THE QUEEN of England recently spent £14,000 on a train journey from London to Liverpool. Although, as the comedian Frank Skinner has remarked, “That’s what happens when an old-age pensioner tries to operate the self-service ticket machine.”
They are having a bit of a ding-dong over in the UK about how much the queen costs them. The queen says that she needs more money from the British exchequer, and we foreign observers might say that the British public is inclined to give it to her.
They hold the queen in high regard, even if they might wonder about some of her spending habits, and are a great deal less sanguine about paying for the upkeep of a lot of her relatives.
How unlike the home life of our own dear President. I realise that the president of a small and deeply conflicted republic cannot really be compared to the richest woman in the world, but still, the unseemly debate about the queen’s shillings gets you thinking.
Last year the President cost us €3,065,000. This year it is estimated that she will cost us €3,422,000. You have to say that she is very good value.
It is hard to define the role of Irish president. Quite a lot of people who have held the job never came to grips with it, and who can blame them? It is a ceremonial role in a country which is deeply uncomfortable with ceremony, and for the most part loathes it.
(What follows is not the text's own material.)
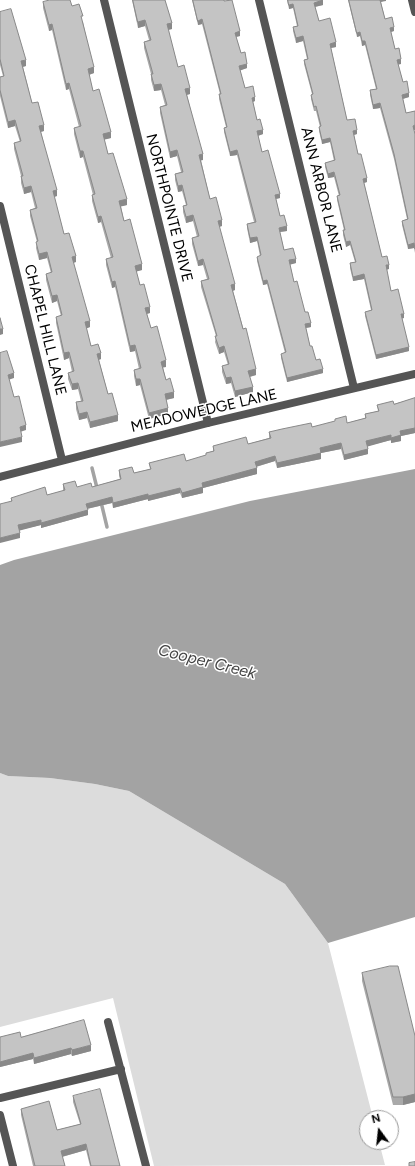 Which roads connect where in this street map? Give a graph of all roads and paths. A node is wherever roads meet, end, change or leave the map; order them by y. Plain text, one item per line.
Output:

Presidential elections are always good craic, but things seem to go kind of quiet after polling day. The best story about this noble office, as far as one can tell, concerns our second president, Seán T O’Kelly, who was very small.
At a football match O’Kelly was walking across the pitch when a Dublin wag shouted, “Cut the grass and let’s see the President.” Alas, we were never going to build our own Versailles.
There is no one with whom I agree less than our President, but the time has come to praise Mary McAleese, pretty well without reservation. Because, to the average citizen, it does seem that our President is the only public figure who hasn’t lost it completely; who responds to scandal and suffering with grace; who comes up with simple and effective ideas with which to help and encourage us, the general public.
When 300 survivors of child abuse attended a reception at Áras an Uachtaráin at the end of last month, the President acknowledged that one day out in Phoenix Park could not “restore to your lives all the things that were taken from you”. However, several of her guests remarked that it was a happy occasion. The reception was certainly a 100 per cent improvement on what the rest of officialdom has managed for victims of child abuse in the weeks since the Ryan report. Whatever the presidency might mean, it meant a lot to the President’s guests that day.
It was a simple enough gesture, the reception. But many people heaved a sigh of relief when they saw it. It was the right thing to do. The idea for the reception was generated from within Áras an Uachtaráin itself. The recipients of it seemed honoured and moved by this, perhaps their first positive experience of the Irish establishment. They did not have to tie children’s shoes to the railings of this public building, as they had done during their protest at the Dáil. They were invited inside. The President is not afraid of them.
In the days following the reception at Áras an Uachtaráin only the Irish Examiner and the Daily Star praised the President, and her husband.
Of course, it could be said that she had only been doing her job in inviting the child abuse victims to Áras an Uachtaráin. But she did it so gracefully, with such confidence and obvious enjoyment. She is the only dignitary who has known what to do with the victims of child abuse, who were excluded from a vital press conference and kept hanging on the phone lines of the radio stations of the nation, while more qualified experts sat in studio, ruminating on what had happened to them.
With the reception at Áras an Uachtaráin the President has saved our national bacon.
Of course the President isn’t perfect. Her remark some years ago that the Catholics in Northern Ireland had lived under the equivalent of Nazi persecution was simply bonkers. Her reluctance to attend the Dublin Horse Show some years prior to that showed her limited knowledge of life in the South. But she is a hard worker and a quick learner and now she is putting the rest of our public representatives to shame.
She is remarkably effective. She knows what being president means.
There might now be a danger that the President herself is becoming neglected, when we should be cherishing her, if not equally, then at least fervently. Perhaps we are afraid to praise her, in case it all ends badly. We’ve had a pretty bad run as far as the public virtues are concerned. In the context of our public, communal life, McAleese is shining like a good deed in a very nasty world.